Alrededor de las calderas del asfalto se habían amontonado grupos de hombres y de chiquillos astrosos; dormían algunos con la cabeza apoyada en el hornillo, como si fueran a embestir contra él. Los chicos hablaban y gritaban, y se reían de los espectadores que se acercaban con curiosidad a mirarles.
-Dormimos como en campaña -decía uno de los golfos.
-Ahora no vendría mal -agregaba otro- pasarse a dar una vuelta por la Plaza Mayor, a ver si nos daban una libra de jamón.
-Tiene trichina.
-Cuidado con el colchón de muelles -vociferaba uno chato, que andaba con una varita dando en las piernas de los que dormían-. ¡Eh, tú, que estás estropeando las sábanas!
Al lado de Manuel, un chiquillo raquítico, de labios belfos y ojos ribeteados, con uno de los pies envuelto en trapos sucios, lloraba y gimoteaba; Manuel, absorto en sus ideas, no se había fijado en él.

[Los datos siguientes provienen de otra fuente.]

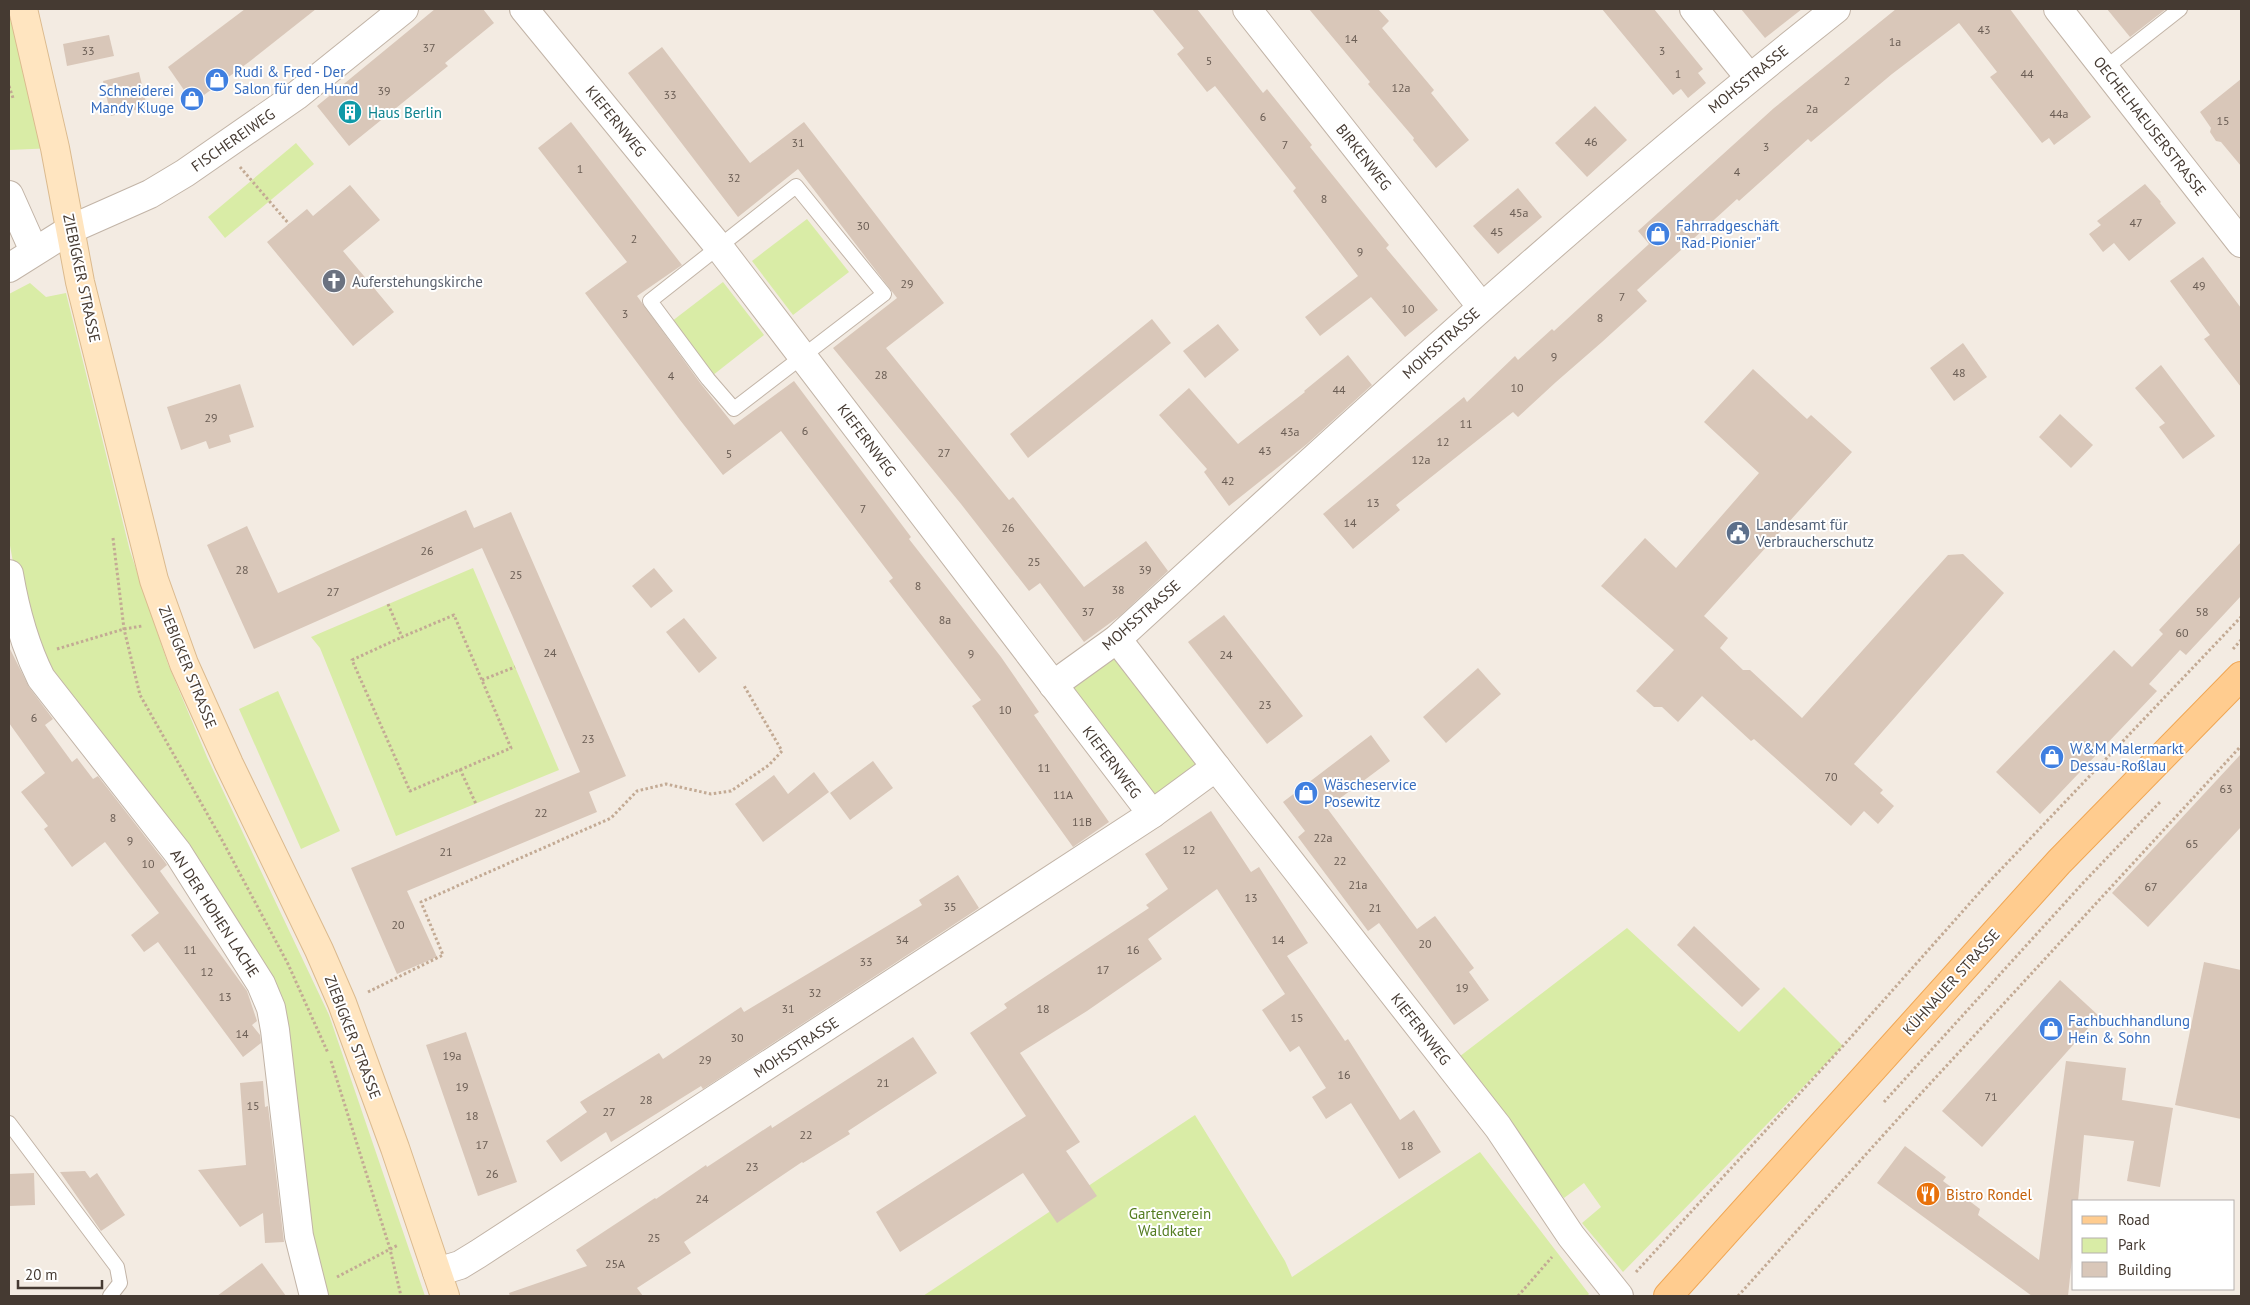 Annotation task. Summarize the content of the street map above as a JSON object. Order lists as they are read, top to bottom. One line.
{"streets":{"main road":["ZIEBIGKER STRASSE","KÜHNAUER STRASSE"],"street":["MOHSSTRASSE","KIEFERNWEG","OECHELHAEUSERSTRASSE","FISCHEREIWEG","BIRKENWEG","AN DER HOHEN LACHE"]},"crossings":[["MOHSSTRASSE","KIEFERNWEG"],["MOHSSTRASSE","BIRKENWEG"],["MOHSSTRASSE","ZIEBIGKER STRASSE"],["FISCHEREIWEG","ZIEBIGKER STRASSE"]],"parks":["Gartenverein Waldkater"],"places":{"shop":["Rudi & Fred - Der Salon für den Hund","Schneiderei Mandy Kluge","Fahrradgeschäft \"Rad-Pionier\"","W&M Malermarkt Dessau-Roßlau","Wäscheservice Posewitz","Fachbuchhandlung Hein & Sohn"],"building":["Haus Berlin"],"church":["Auferstehungskirche"],"public building":["Landesamt für Verbraucherschutz"],"restaurant":["Bistro Rondel"]},"house_numbers":["43","14","1a","37","33","3","5","1","44","2","12a","39","33","2a","44a","6","15","46","31","7","3","1","4","32","8","45a","47","30","45","2","9","29","49","7","10","3","8","9","48","28","4","10","44","29","11","6","43a","12","43","27","5","12a","42","13","7","14","26","26","25","28","39","25","8","38","27","37","58","8a","60","24","9","24","23","10","6","23","11","70","63","11A","22","8","11B","22a","9","65","12","21","22","10","21a","67","13","35","21","20","34","14","20","11","16","33","17","12","19","32","13","31","18","15","14","30","19a","29","16","21","19","71","28","15","27","18","22","17","18","23","26","24","25","25A"],"legend":["Road","Park","Building"],"scale_bar":"20 m"}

-Pues no berreas tú poco -le dijo al enfermo un muchacho que estaba tendido en el suelo, con las piernas encogidas y la cabeza apoyada en una piedra.
-Es que me duele mucho.
-Pues, amolarse. Ahórcate.
Manuel creyó oír la voz del Carnicerín, y miró al que hablaba. Con gorra puesta sobre los ojos, no se le veía la cara.
-¿Quién es ése? -preguntó Manuel al Bizco.
-Es el capitán de los de la Montaña: el Intérprete.
-¿Y por qué le habla así a ese chico?
El Bizco se encogió de hombros con un ademán de indiferencia.
-¿Qué te pasa? -le preguntó Manuel al chiquillo.
-Tengo una llaga en un pie -contestó el otro, volviendo a llorar.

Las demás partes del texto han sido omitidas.